Work task
Take the entries below and return them unchanged.

Material provided
================================
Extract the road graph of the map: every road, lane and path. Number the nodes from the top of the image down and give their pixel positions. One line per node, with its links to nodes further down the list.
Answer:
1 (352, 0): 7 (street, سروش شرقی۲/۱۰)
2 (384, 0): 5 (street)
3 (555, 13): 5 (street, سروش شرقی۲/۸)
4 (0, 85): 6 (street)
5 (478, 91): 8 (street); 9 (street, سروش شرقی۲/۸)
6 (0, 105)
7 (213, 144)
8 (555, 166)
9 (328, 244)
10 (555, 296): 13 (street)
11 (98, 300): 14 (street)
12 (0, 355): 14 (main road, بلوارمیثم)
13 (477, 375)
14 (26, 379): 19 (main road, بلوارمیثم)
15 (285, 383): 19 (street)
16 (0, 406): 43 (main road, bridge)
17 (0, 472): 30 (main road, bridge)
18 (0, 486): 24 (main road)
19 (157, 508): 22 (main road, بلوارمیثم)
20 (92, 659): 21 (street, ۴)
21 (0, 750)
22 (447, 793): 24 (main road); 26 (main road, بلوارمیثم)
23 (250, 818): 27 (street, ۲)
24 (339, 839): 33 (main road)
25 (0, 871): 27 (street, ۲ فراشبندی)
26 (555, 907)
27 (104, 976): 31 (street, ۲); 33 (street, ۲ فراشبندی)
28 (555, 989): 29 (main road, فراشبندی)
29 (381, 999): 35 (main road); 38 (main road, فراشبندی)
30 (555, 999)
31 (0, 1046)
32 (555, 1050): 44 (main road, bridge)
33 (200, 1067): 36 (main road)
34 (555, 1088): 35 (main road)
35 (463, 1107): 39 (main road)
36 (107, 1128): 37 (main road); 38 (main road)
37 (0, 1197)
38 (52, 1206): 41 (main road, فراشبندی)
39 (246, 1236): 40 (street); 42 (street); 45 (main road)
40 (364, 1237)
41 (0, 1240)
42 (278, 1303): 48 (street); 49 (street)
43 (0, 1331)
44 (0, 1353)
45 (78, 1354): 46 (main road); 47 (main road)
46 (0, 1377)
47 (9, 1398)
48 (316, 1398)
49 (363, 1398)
================================
Answer
Extract the road graph of the map: every road, lane and path. Number the nodes from the top of the image down and give their pixel positions. One line per node, with its links to nodes further down the list.
Answer:
1 (352, 0): 7 (street, سروش شرقی۲/۱۰)
2 (384, 0): 5 (street)
3 (555, 13): 5 (street, سروش شرقی۲/۸)
4 (0, 85): 6 (street)
5 (478, 91): 8 (street); 9 (street, سروش شرقی۲/۸)
6 (0, 105)
7 (213, 144)
8 (555, 166)
9 (328, 244)
10 (555, 296): 13 (street)
11 (98, 300): 14 (street)
12 (0, 355): 14 (main road, بلوارمیثم)
13 (477, 375)
14 (26, 379): 19 (main road, بلوارمیثم)
15 (285, 383): 19 (street)
16 (0, 406): 43 (main road, bridge)
17 (0, 472): 30 (main road, bridge)
18 (0, 486): 24 (main road)
19 (157, 508): 22 (main road, بلوارمیثم)
20 (92, 659): 21 (street, ۴)
21 (0, 750)
22 (447, 793): 24 (main road); 26 (main road, بلوارمیثم)
23 (250, 818): 27 (street, ۲)
24 (339, 839): 33 (main road)
25 (0, 871): 27 (street, ۲ فراشبندی)
26 (555, 907)
27 (104, 976): 31 (street, ۲); 33 (street, ۲ فراشبندی)
28 (555, 989): 29 (main road, فراشبندی)
29 (381, 999): 35 (main road); 38 (main road, فراشبندی)
30 (555, 999)
31 (0, 1046)
32 (555, 1050): 44 (main road, bridge)
33 (200, 1067): 36 (main road)
34 (555, 1088): 35 (main road)
35 (463, 1107): 39 (main road)
36 (107, 1128): 37 (main road); 38 (main road)
37 (0, 1197)
38 (52, 1206): 41 (main road, فراشبندی)
39 (246, 1236): 40 (street); 42 (street); 45 (main road)
40 (364, 1237)
41 (0, 1240)
42 (278, 1303): 48 (street); 49 (street)
43 (0, 1331)
44 (0, 1353)
45 (78, 1354): 46 (main road); 47 (main road)
46 (0, 1377)
47 (9, 1398)
48 (316, 1398)
49 (363, 1398)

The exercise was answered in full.